Sean Hochman, an American graduate of the Spring Batch 2018, worked as an English teacher in Prague before he started the bootcamp. He is currently waiting for his employee card to be able to start working for LiveScore.com. If you are a non-EU national, Sean provides some useful tips for you! Read about his experience below.
What did you do before the bootcamp?
I was an English teacher here in Prague before I started the bootcamp.
Why did you decide that you want to learn programming?
I had thought about programming for a while, many of my friends who were having trouble finding jobs after college back in America took similar programs back there and ended up getting solid jobs. I studied philosophy and sociology in university, which beyond the point of no return, I realized I had no interest in pursuing any further. I wanted a job that offers unique challenges all the time was definitely something that I was looking for, so programming sort of fits the bill.
What made you choose Coding Bootcamp Praha?
I randomly met a graduate of the bootcamp at a party. It was a short conversation, not much more than the typical “why did you move to Prague” conversation, but she said she completed the bootcamp and almost immediately found a job. I looked the bootcamp up the next week and signed up immediately.
How was your experience at the bootcamp?
I have to admit that I underestimated the speed and intensity quite a bit. I, for no good reason at all, assumed that I would pick up on the stuff easily. It wasn’t the case. To be honest, I felt quite behind at certain points of the bootcamp. It wasn’t until a few weeks after the bootcamp, as I continued studying on my own, that I had actually learned SO MUCH. I don’t think I could have gotten to the level I am at on my own; I would get distracted, discouraged, or just lost without the structure and help of the school and the instructors and classmates. Having a group of people you are going through this experience with helps keep you motivated as well. We worked on a variety of projects, so you can really get a good sense of the different aspects of programming, which will help you decide if you want to do front end or back end, etc. All in all, a good experience.
What was the biggest challenge during the bootcamp and how did you overcome it?
My biggest challenge was just the speed at which the course moved. Falling behind can really cause you compounding issues going forward. I don’t think I really overcame it fully until after the class when I realized that despite the stress, I was still indeed learning so much valuable information and gaining an experience that will serve me in the professional world.
What was the most helpful thing that you have learned here?
Not to worry about not fully understanding something. People are constantly learning new things in this field: new technologies, new methods, best practices, etc. It's ok not to know everything.
How long did it take you to find a job and where do you work today?
What would you advise to anyone who considers signing up for a coding bootcamp?

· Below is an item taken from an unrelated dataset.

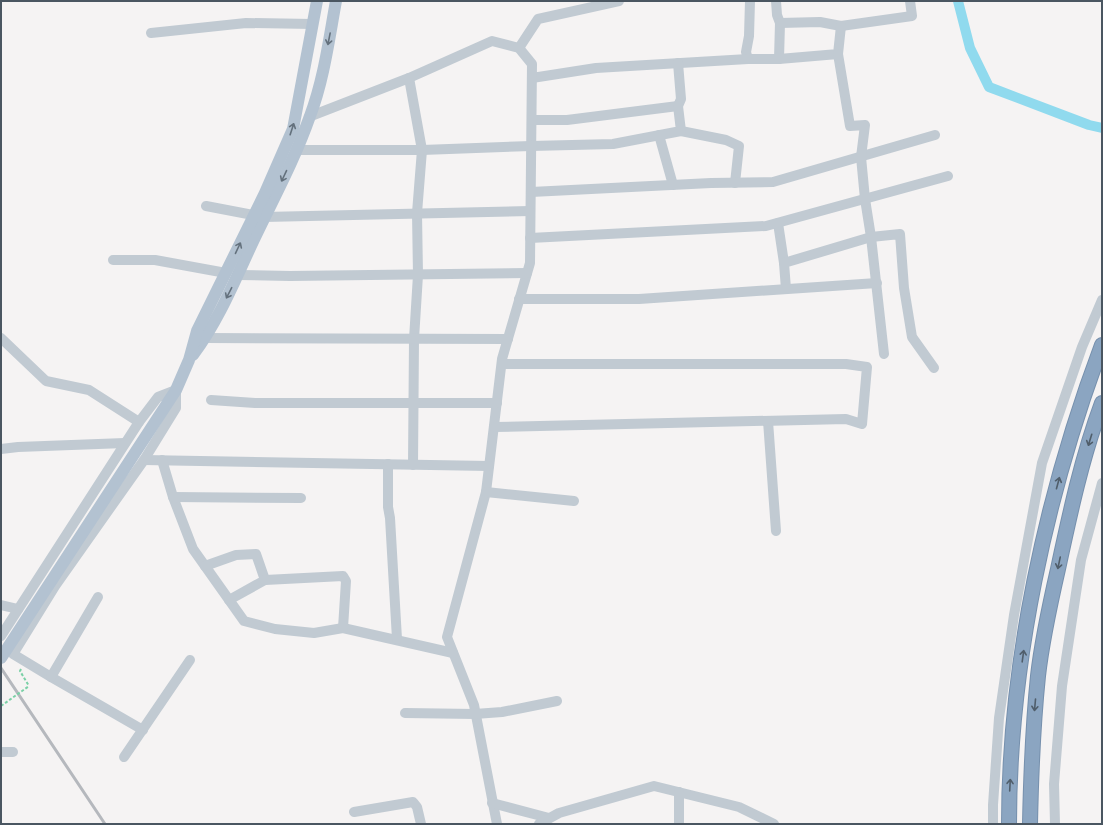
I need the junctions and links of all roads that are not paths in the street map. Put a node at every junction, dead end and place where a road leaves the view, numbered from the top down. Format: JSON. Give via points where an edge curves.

If you are looking for a career change, and you think you could be happy working on your computer all day, this course will really help jump start your career. It helps give some legitimacy to your programming skills that you might not get if you just study on your own. Aside from that, study the pre-course materials! Like, even more than you think you need to. You will get so much more out of the course if it doesn’t just feel like a constant barrage of overwhelming material.
Oh, and if you’re a non-EU person, start getting your visa stuff taken care of as soon as humanly possible. It will save you a lot of headaches following the course when you’re finding a job. You don’t want to wait until you get an offer to start the process, it takes months, lots of visits to embassies and horrifying bureaucratic offices, and it is truly not fun. I'd even recommend hiring someone to help you with the process, which does cost a little bit of money, but it will save you a lot of headaches and be worth it in the end.